(Data items)
§ §

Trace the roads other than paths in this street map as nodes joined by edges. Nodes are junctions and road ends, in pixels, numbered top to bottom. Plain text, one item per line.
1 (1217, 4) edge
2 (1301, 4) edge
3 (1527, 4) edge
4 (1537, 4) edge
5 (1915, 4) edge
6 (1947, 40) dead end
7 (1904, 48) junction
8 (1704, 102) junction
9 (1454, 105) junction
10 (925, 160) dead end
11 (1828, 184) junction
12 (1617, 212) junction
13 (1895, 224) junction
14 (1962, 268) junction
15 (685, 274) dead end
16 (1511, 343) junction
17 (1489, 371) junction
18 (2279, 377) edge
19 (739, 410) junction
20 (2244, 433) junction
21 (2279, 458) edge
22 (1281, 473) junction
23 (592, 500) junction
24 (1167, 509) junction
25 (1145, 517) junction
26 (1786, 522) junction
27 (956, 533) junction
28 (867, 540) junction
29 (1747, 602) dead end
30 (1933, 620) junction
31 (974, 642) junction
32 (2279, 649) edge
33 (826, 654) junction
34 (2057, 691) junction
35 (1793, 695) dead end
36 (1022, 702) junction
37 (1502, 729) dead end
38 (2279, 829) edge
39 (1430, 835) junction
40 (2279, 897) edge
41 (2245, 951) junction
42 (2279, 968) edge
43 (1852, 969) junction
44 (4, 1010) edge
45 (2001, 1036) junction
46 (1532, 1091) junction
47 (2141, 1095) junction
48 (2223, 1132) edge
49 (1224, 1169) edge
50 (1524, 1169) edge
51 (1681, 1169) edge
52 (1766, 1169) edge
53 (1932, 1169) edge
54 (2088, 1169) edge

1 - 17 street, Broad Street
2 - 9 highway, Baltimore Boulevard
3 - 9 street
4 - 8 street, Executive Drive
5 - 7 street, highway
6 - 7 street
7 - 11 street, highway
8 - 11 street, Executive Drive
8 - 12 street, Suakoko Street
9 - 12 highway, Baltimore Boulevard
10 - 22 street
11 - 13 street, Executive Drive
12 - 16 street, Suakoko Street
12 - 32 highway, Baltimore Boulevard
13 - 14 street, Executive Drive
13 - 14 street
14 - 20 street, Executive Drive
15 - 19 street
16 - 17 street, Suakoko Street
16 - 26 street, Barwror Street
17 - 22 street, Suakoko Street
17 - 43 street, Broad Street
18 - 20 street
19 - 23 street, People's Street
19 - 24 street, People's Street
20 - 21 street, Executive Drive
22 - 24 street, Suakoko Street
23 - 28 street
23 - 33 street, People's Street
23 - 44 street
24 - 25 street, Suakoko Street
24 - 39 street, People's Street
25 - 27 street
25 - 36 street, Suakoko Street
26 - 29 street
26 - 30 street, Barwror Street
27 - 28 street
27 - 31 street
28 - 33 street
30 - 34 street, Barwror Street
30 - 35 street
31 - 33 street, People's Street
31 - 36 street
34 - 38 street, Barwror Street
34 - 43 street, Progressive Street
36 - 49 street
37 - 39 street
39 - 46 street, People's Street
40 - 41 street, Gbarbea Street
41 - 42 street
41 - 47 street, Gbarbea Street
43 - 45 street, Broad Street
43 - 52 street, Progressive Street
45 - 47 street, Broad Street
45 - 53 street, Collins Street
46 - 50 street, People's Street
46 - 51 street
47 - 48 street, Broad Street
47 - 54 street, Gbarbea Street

§ §

## What the exercise asks
Look over the records above, and wherever a line contains the string "Barwror", copy that line.

## Answer below
16 - 26 street, Barwror Street
26 - 30 street, Barwror Street
30 - 34 street, Barwror Street
34 - 38 street, Barwror Street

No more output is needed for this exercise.